2) 2016-4: "SYLLABUS: A law student holding a legal intern certificate, issued by the Supreme Court under Gov.Bar R. II, is engaged in the limited practice of law and bound by the Rules of Professional Conduct. Conflicts of interest arising out of a legal intern’s current or former representation of clients are imputed to all lawyers in a private law firm when the intern is employed simultaneously as a law firm clerk. The conflicts of a former legal intern, newly employed as a lawyer, are not imputed to the lawyers in a law firm, but necessitate the screening of the lawyer from any matter he or she had substantial responsibility."
The Ohio Supreme Court has just adopted new Probate Court forms for alcohol and drug treatment and public notice waivers for name changes. According to the Court, new Forms 26.0-26.14 were designed for the following situations:
"A person petitioning the court for the involuntary treatment can now submit forms to demonstrate that someone is suffering from alcohol or other drug abuse; represents a danger to himself or herself, family members, or others; and would likely benefit from treatment. The forms also include a physician evaluation, a form for emergency commitment if a respondent refuses to undergo the required evaluation, and various hearing notices."

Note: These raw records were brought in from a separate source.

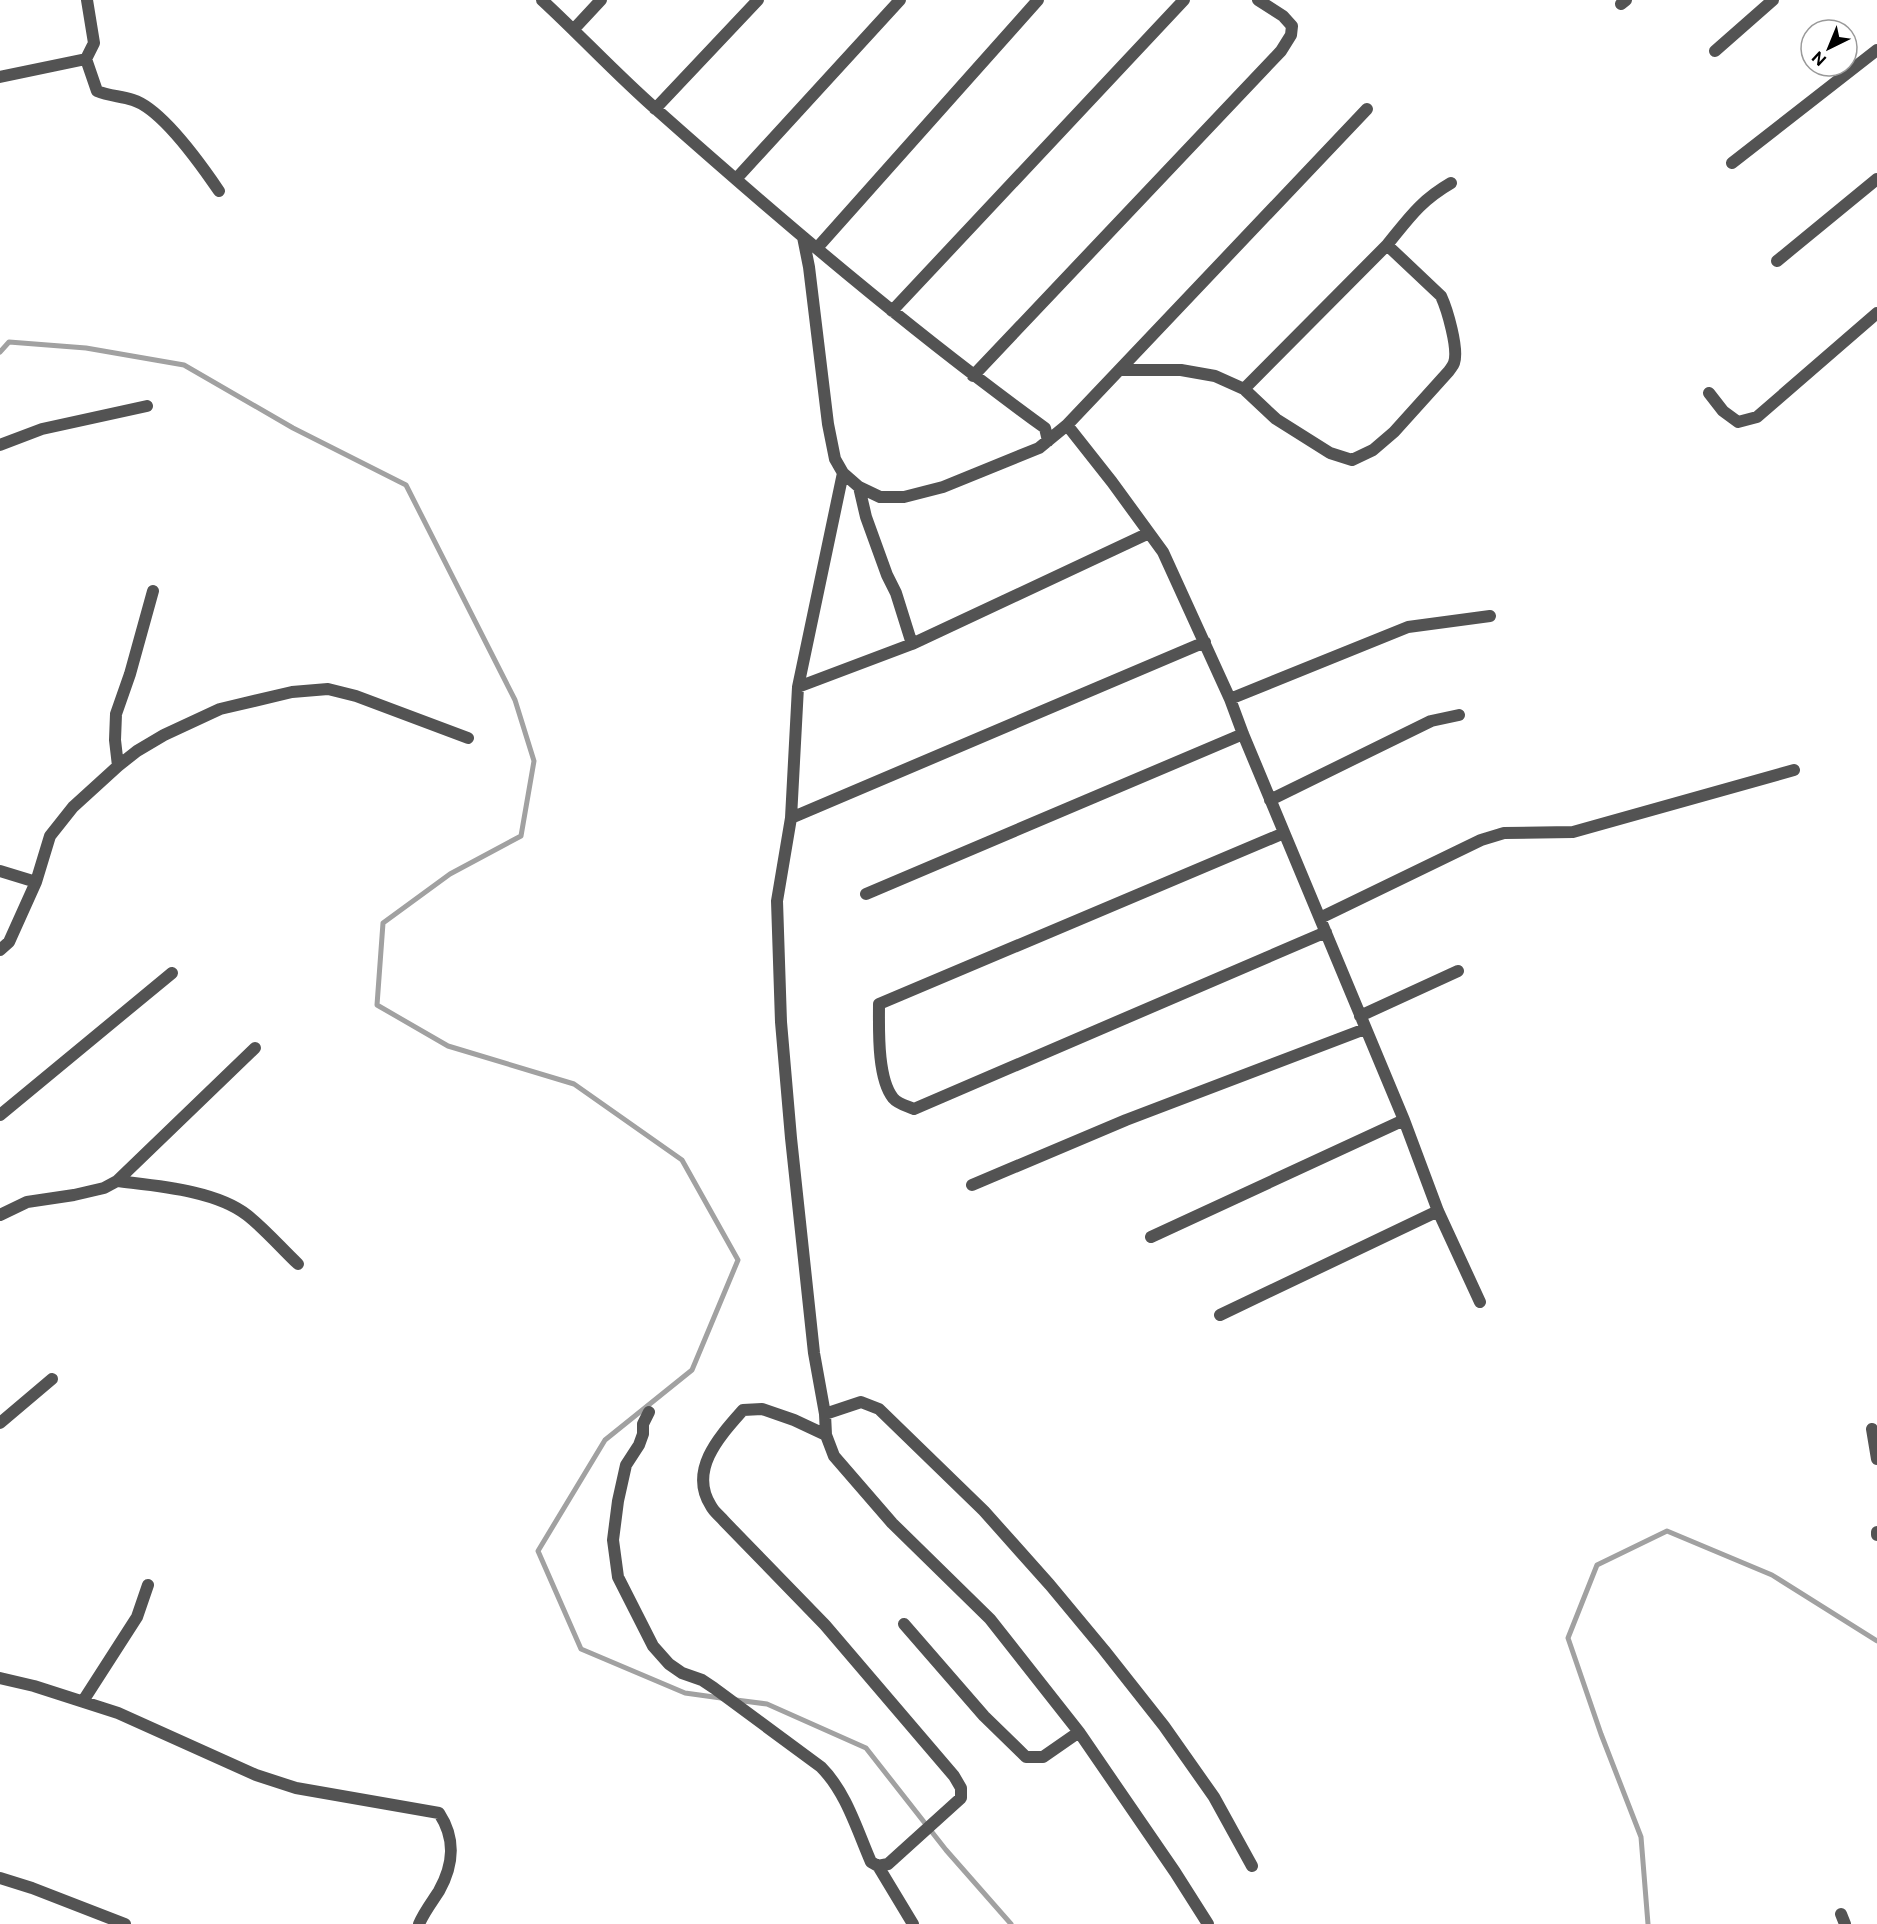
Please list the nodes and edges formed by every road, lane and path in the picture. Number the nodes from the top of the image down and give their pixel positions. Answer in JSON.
{"nodes":[{"id":1,"x":87,"y":0,"type":"edge"},
{"id":2,"x":542,"y":0,"type":"edge"},
{"id":3,"x":601,"y":0,"type":"edge"},
{"id":4,"x":758,"y":0,"type":"edge"},
{"id":5,"x":900,"y":0,"type":"edge"},
{"id":6,"x":1038,"y":0,"type":"edge"},
{"id":7,"x":1184,"y":0,"type":"edge"},
{"id":8,"x":1258,"y":0,"type":"edge"},
{"id":9,"x":1773,"y":0,"type":"edge"},
{"id":10,"x":574,"y":29,"type":"junction"},
{"id":11,"x":1877,"y":50,"type":"edge"},
{"id":12,"x":1715,"y":51,"type":"dead end"},
{"id":13,"x":86,"y":59,"type":"junction"},
{"id":14,"x":0,"y":77,"type":"edge"},
{"id":15,"x":655,"y":109,"type":"junction"},
{"id":16,"x":1367,"y":109,"type":"dead end"},
{"id":17,"x":1732,"y":163,"type":"dead end"},
{"id":18,"x":736,"y":178,"type":"junction"},
{"id":19,"x":1877,"y":179,"type":"edge"},
{"id":20,"x":1451,"y":183,"type":"dead end"},
{"id":21,"x":219,"y":190,"type":"dead end"},
{"id":22,"x":803,"y":237,"type":"junction"},
{"id":23,"x":1387,"y":245,"type":"junction"},
{"id":24,"x":817,"y":248,"type":"junction"},
{"id":25,"x":1777,"y":261,"type":"dead end"},
{"id":26,"x":892,"y":311,"type":"junction"},
{"id":27,"x":1877,"y":314,"type":"edge"},
{"id":28,"x":1121,"y":369,"type":"junction"},
{"id":29,"x":973,"y":375,"type":"junction"},
{"id":30,"x":1244,"y":390,"type":"junction"},
{"id":31,"x":1709,"y":393,"type":"dead end"},
{"id":32,"x":147,"y":406,"type":"dead end"},
{"id":33,"x":1067,"y":425,"type":"junction"},
{"id":34,"x":1048,"y":441,"type":"junction"},
{"id":35,"x":0,"y":445,"type":"edge"},
{"id":36,"x":843,"y":473,"type":"junction"},
{"id":37,"x":859,"y":487,"type":"junction"},
{"id":38,"x":1149,"y":532,"type":"junction"},
{"id":39,"x":153,"y":591,"type":"dead end"},
{"id":40,"x":1490,"y":616,"type":"dead end"},
{"id":41,"x":1205,"y":642,"type":"junction"},
{"id":42,"x":912,"y":644,"type":"junction"},
{"id":43,"x":798,"y":687,"type":"junction"},
{"id":44,"x":1230,"y":699,"type":"junction"},
{"id":45,"x":1459,"y":715,"type":"dead end"},
{"id":46,"x":1243,"y":734,"type":"junction"},
{"id":47,"x":468,"y":738,"type":"dead end"},
{"id":48,"x":118,"y":766,"type":"junction"},
{"id":49,"x":1794,"y":770,"type":"dead end"},
{"id":50,"x":1270,"y":800,"type":"junction"},
{"id":51,"x":791,"y":818,"type":"junction"},
{"id":52,"x":1284,"y":833,"type":"junction"},
{"id":53,"x":0,"y":871,"type":"edge"},
{"id":54,"x":36,"y":882,"type":"junction"},
{"id":55,"x":866,"y":894,"type":"dead end"},
{"id":56,"x":1320,"y":918,"type":"junction"},
{"id":57,"x":1326,"y":932,"type":"junction"},
{"id":58,"x":0,"y":950,"type":"edge"},
{"id":59,"x":1458,"y":971,"type":"dead end"},
{"id":60,"x":172,"y":973,"type":"dead end"},
{"id":61,"x":1360,"y":1016,"type":"junction"},
{"id":62,"x":1365,"y":1029,"type":"junction"},
{"id":63,"x":255,"y":1047,"type":"dead end"},
{"id":64,"x":0,"y":1115,"type":"edge"},
{"id":65,"x":1404,"y":1120,"type":"junction"},
{"id":66,"x":117,"y":1180,"type":"junction"},
{"id":67,"x":972,"y":1185,"type":"dead end"},
{"id":68,"x":1438,"y":1211,"type":"junction"},
{"id":69,"x":0,"y":1215,"type":"edge"},
{"id":70,"x":1151,"y":1237,"type":"dead end"},
{"id":71,"x":298,"y":1264,"type":"dead end"},
{"id":72,"x":1480,"y":1302,"type":"dead end"},
{"id":73,"x":1220,"y":1315,"type":"dead end"},
{"id":74,"x":52,"y":1379,"type":"dead end"},
{"id":75,"x":649,"y":1412,"type":"dead end"},
{"id":76,"x":825,"y":1414,"type":"junction"},
{"id":77,"x":0,"y":1423,"type":"edge"},
{"id":78,"x":1872,"y":1429,"type":"dead end"},
{"id":79,"x":826,"y":1435,"type":"junction"},
{"id":80,"x":1877,"y":1459,"type":"edge"},
{"id":81,"x":148,"y":1585,"type":"dead end"},
{"id":82,"x":904,"y":1624,"type":"dead end"},
{"id":83,"x":0,"y":1678,"type":"edge"},
{"id":84,"x":83,"y":1701,"type":"junction"},
{"id":85,"x":1078,"y":1732,"type":"junction"},
{"id":86,"x":883,"y":1865,"type":"junction"},
{"id":87,"x":1252,"y":1866,"type":"dead end"},
{"id":88,"x":0,"y":1878,"type":"edge"},
{"id":89,"x":125,"y":1924,"type":"edge"},
{"id":90,"x":419,"y":1924,"type":"edge"},
{"id":91,"x":913,"y":1924,"type":"edge"},
{"id":92,"x":1208,"y":1924,"type":"edge"}],
"edges":[{"from":1,"to":13,"type":"street"},
{"from":2,"to":10,"type":"street"},
{"from":3,"to":10,"type":"street"},
{"from":4,"to":15,"type":"street"},
{"from":5,"to":18,"type":"street"},
{"from":6,"to":24,"type":"street"},
{"from":7,"to":26,"type":"street"},
{"from":8,"to":29,"type":"street"},
{"from":9,"to":12,"type":"street"},
{"from":10,"to":15,"type":"street"},
{"from":11,"to":17,"type":"street"},
{"from":13,"to":14,"type":"street"},
{"from":13,"to":21,"type":"street"},
{"from":15,"to":18,"type":"street"},
{"from":16,"to":28,"type":"street"},
{"from":18,"to":22,"type":"street"},
{"from":19,"to":25,"type":"street"},
{"from":20,"to":23,"type":"street"},
{"from":22,"to":24,"type":"street"},
{"from":22,"to":36,"type":"street"},
{"from":23,"to":30,"type":"street"},
{"from":23,"to":30,"type":"street"},
{"from":24,"to":26,"type":"street"},
{"from":26,"to":29,"type":"street"},
{"from":27,"to":31,"type":"street"},
{"from":28,"to":30,"type":"street"},
{"from":28,"to":33,"type":"street"},
{"from":29,"to":34,"type":"street"},
{"from":32,"to":35,"type":"street"},
{"from":33,"to":34,"type":"street"},
{"from":33,"to":38,"type":"street"},
{"from":34,"to":37,"type":"street"},
{"from":36,"to":37,"type":"street"},
{"from":36,"to":43,"type":"street"},
{"from":37,"to":42,"type":"street"},
{"from":38,"to":41,"type":"street"},
{"from":38,"to":42,"type":"street"},
{"from":39,"to":48,"type":"street"},
{"from":40,"to":44,"type":"street"},
{"from":41,"to":44,"type":"street"},
{"from":41,"to":51,"type":"street"},
{"from":42,"to":43,"type":"street"},
{"from":43,"to":51,"type":"street"},
{"from":44,"to":46,"type":"street"},
{"from":45,"to":50,"type":"street"},
{"from":46,"to":50,"type":"street"},
{"from":46,"to":55,"type":"street"},
{"from":47,"to":48,"type":"street"},
{"from":48,"to":54,"type":"street"},
{"from":49,"to":56,"type":"street"},
{"from":50,"to":52,"type":"street"},
{"from":51,"to":76,"type":"street"},
{"from":52,"to":56,"type":"street"},
{"from":52,"to":57,"type":"street"},
{"from":53,"to":54,"type":"street"},
{"from":54,"to":58,"type":"street"},
{"from":56,"to":57,"type":"street"},
{"from":57,"to":61,"type":"street"},
{"from":59,"to":61,"type":"street"},
{"from":60,"to":64,"type":"street"},
{"from":61,"to":62,"type":"street"},
{"from":62,"to":65,"type":"street"},
{"from":62,"to":67,"type":"street"},
{"from":63,"to":66,"type":"street"},
{"from":65,"to":68,"type":"street"},
{"from":65,"to":70,"type":"street"},
{"from":66,"to":69,"type":"street"},
{"from":66,"to":71,"type":"street"},
{"from":68,"to":72,"type":"street"},
{"from":68,"to":73,"type":"street"},
{"from":74,"to":77,"type":"street"},
{"from":75,"to":86,"type":"street"},
{"from":76,"to":79,"type":"street"},
{"from":76,"to":87,"type":"street"},
{"from":78,"to":80,"type":"street"},
{"from":79,"to":85,"type":"street"},
{"from":79,"to":86,"type":"street"},
{"from":81,"to":84,"type":"street"},
{"from":82,"to":85,"type":"street"},
{"from":83,"to":84,"type":"street"},
{"from":84,"to":90,"type":"street"},
{"from":85,"to":92,"type":"street"},
{"from":86,"to":91,"type":"street"},
{"from":88,"to":89,"type":"street"}]}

"The Court also approved a new probate form to allow a person seeking a name change to do so without publishing it in a newspaper if his or her personal safety would be threatened by its publication. Applicants could include domestic violence victims or those under orders of protection. Form 21.6 reflects a process provided in R.C. 2717.01(A)(4), which requires notice of the name change in a general circulation newspaper. An applicant now can use the form to ask the probate court to waive the requirement."
The Cleveland Public Library is hosting a program on "Patents and Trademarks: Get the Information You Need to Protect Your Intellectual Property"
Tuesday, May 10 • 10:00 a.m. -5:45 p.m. Main Library, Louis Stokes Wing Auditorium
"United States Patent and Trademark Office (USPTO) staff members Michael Hydorn and Robert Berry will explain patents, trademarks, copyrights, and trade secrets. Presentations in the afternoon by staff from the USPTO Midwest Regional Office in Detroit, the Department of Justice for the Northern District of Ohio, Customs and Border Patrol, and the Federal Trade Commission will discuss their agencies’ work in assisting people in safeguarding their inventions, designs, and products. Space is limited; pre-registration is required."